Remotely-Delivered Cognitive Rehabilitation

The majority of literature on remotely-delivered cognitive rehabilitation focuses on interventions with individuals who have a traumatic brain injury (TBI). Early research suggests that remotely-delivered rehabilitation for individuals who have sustained TBI is feasible (eg, [33,34]). For example, Tam and colleagues [35] reported a series of 3 case studies where individuals with TBI participated in cognitive rehabilitation using customized software. This software combined videoconferencing with screen-sharing, and participants completed computer-based activities that targeted word recognition, semantic memory (ie, memory for factual knowledge), and prospective memory (ie, memory to perform something in the future). In other work, Bergquist and colleagues [33] opted to use technology to remotely teach participants who had had a severe TBI to use a calendar as a compensatory memory strategy. They adapted Sohlberg and Mateer’s [36] calendar training procedure to an instant messenger format and also taught participants to use a personal diary [33]. Both interventions led to increased use of compensatory strategies and improved mood [33]. Finally, in an approach that is more similar to the type of cognitive rehabilitation reported here, Bourgeois and colleagues [37] had participants with chronic TBI identify three everyday memory problems (ie, forgetting appointments, forgetting day planner at home, and losing items), and they provided either an errorless learning approach, spaced retrieval, or memory strategy instructions over the telephone. Individuals in the spaced retrieval group made greater gains in their target goals than those given strategy instructions, and both groups improved their everyday memory functioning. These studies suggest that traditional, in-person cognitive rehabilitation strategies can be delivered by videoconferencing, instant messaging, or telephone.

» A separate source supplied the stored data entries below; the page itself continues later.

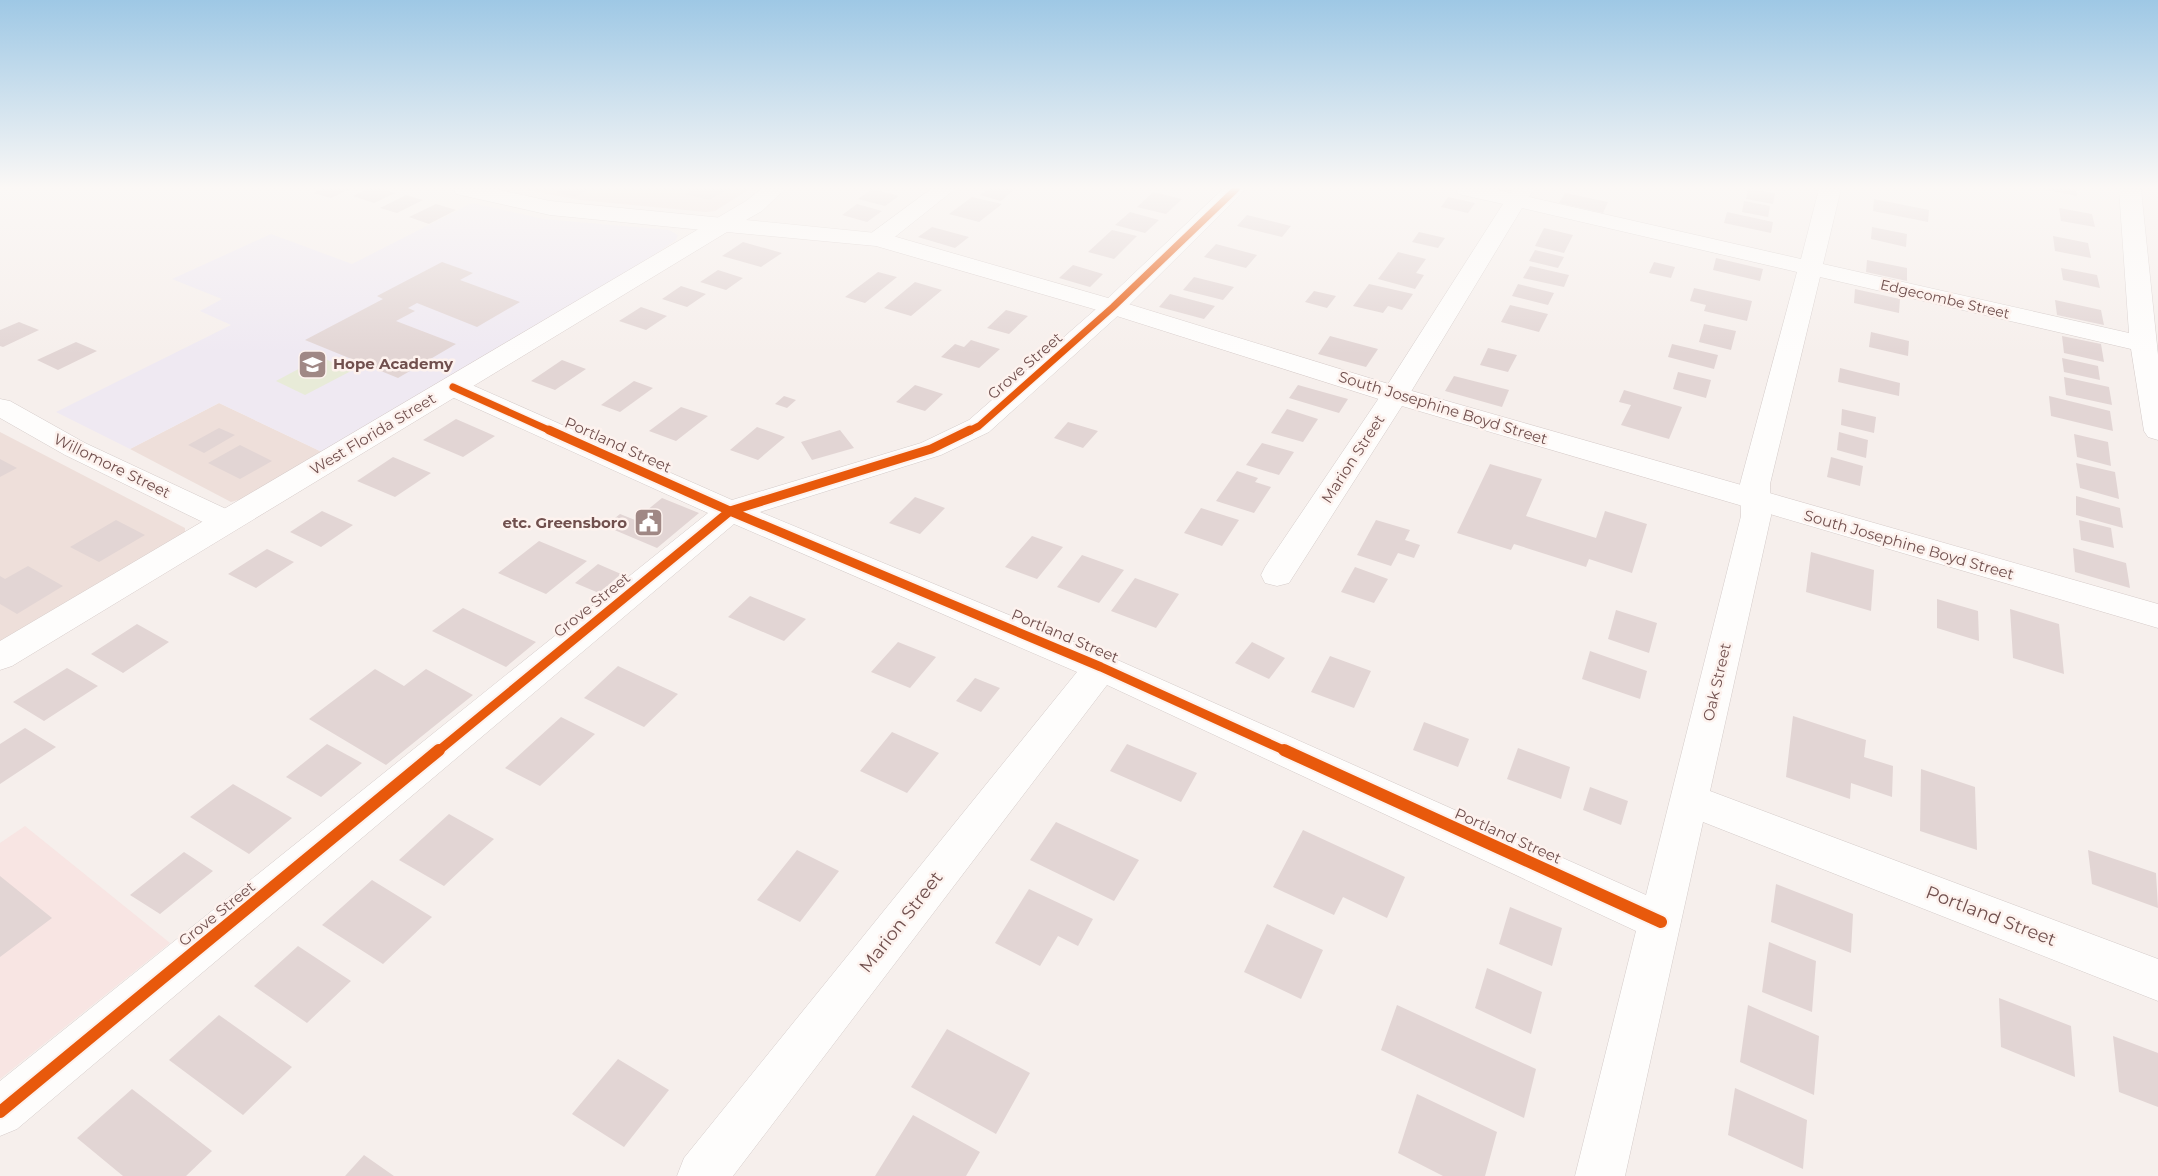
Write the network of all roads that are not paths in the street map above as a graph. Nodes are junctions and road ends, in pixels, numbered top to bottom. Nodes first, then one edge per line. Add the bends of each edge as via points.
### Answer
1 (692, 244) edge
2 (895, 244) edge
3 (1179, 244) edge
4 (1489, 244) edge
5 (1712, 244) edge
6 (1817, 244) edge
7 (2135, 244) edge
8 (1811, 269) junction
9 (1113, 307) junction
10 (2143, 344) junction
11 (453, 387) junction
12 (1395, 395) junction
13 (0, 407) edge
14 (2158, 431) edge
15 (1755, 501) junction
16 (730, 511) junction
17 (226, 521) junction
18 (1277, 575) dead end
19 (2158, 616) edge
20 (0, 657) edge
21 (1101, 668) junction
22 (1689, 800) junction
23 (1660, 922) junction
24 (2158, 980) edge
25 (0, 1112) edge
26 (702, 1176) edge
27 (1600, 1176) edge

1 - 11 street, West Florida Street
2 - 9 street, South Josephine Boyd Street
3 - 9 street, Grove Street
4 - 12 street, Marion Street
5 - 8 street, Edgecombe Street
6 - 8 street, Oak Street
7 - 10 street
8 - 10 street, Edgecombe Street
8 - 15 street, Oak Street via 1755,484
9 - 12 street, South Josephine Boyd Street
9 - 16 street, Grove Street via 979,426 931,449
10 - 14 street
11 - 16 street, Portland Street
11 - 17 street, West Florida Street
12 - 15 street, South Josephine Boyd Street
12 - 18 street, Marion Street
13 - 17 street, Willomore Street via 75,449
15 - 19 street, South Josephine Boyd Street
15 - 22 street, Oak Street via 1756,516
16 - 21 street, Portland Street
16 - 25 street, Grove Street
17 - 20 street, West Florida Street
21 - 23 street, Portland Street
21 - 26 street, Marion Street
22 - 23 street, Oak Street
22 - 24 street, Portland Street
23 - 27 street, Oak Street

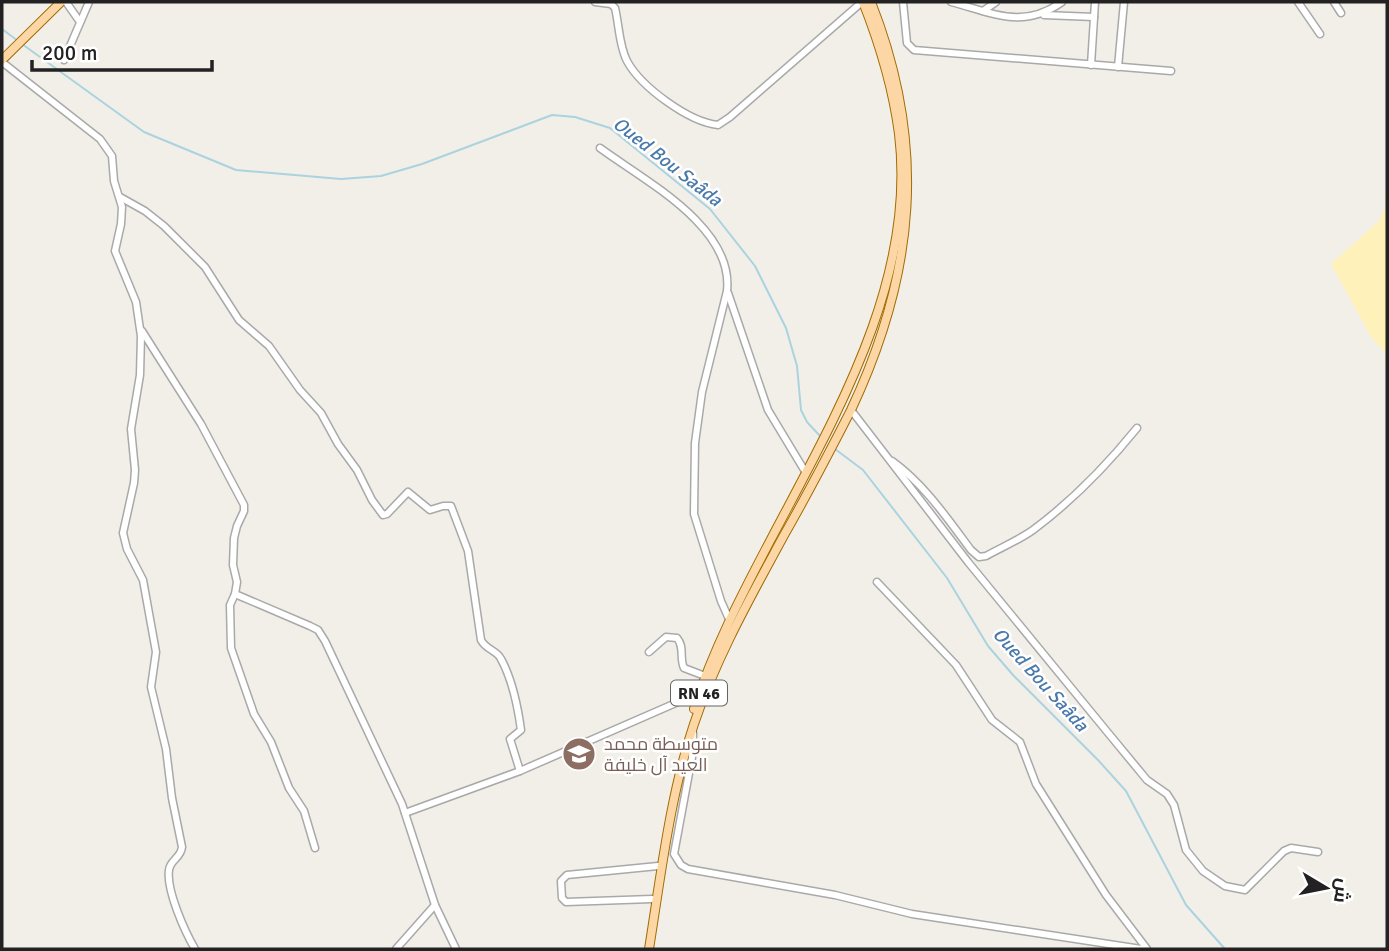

Remotely-delivered cognitive rehabilitation has also been demonstrated for persons with dementia. Joltin et al [38] used the telephone to train spaced retrieval, a memory intervention, to help 3 women previously diagnosed with dementia recall target information. The goals addressed using spaced retrieval were set in collaboration with family caregivers, staff at the assisted living facility, and the individual diagnosed with dementia [39]. Two participants set the goal to recall what time to take their medications, and one participant set the goals to recall her grandson’s names, her room number, and the year [39]. The first participant (Mini-Mental State Exam, MMSE=17) did not always answer the telephone when the researchers called to provide spaced retrieval training and after 4 sessions, she was still unable to recall the times to take her medication for longer than 2 min [39]. The second participant (MMSE=17) was able to pick up a prompt card listing the times she needed to take her medications across a 5-min interval at the conclusion of the intervention. The third participant (MMSE=13) achieved all three of her goals (grandchildren’s names, room number, and year) and was able to recall the target information across 3 sessions [39]. The authors concluded that it is feasible to modify spaced retrieval for remote delivery. To date, no research has explored videoconferencing for remote delivery of cognitive rehabilitation.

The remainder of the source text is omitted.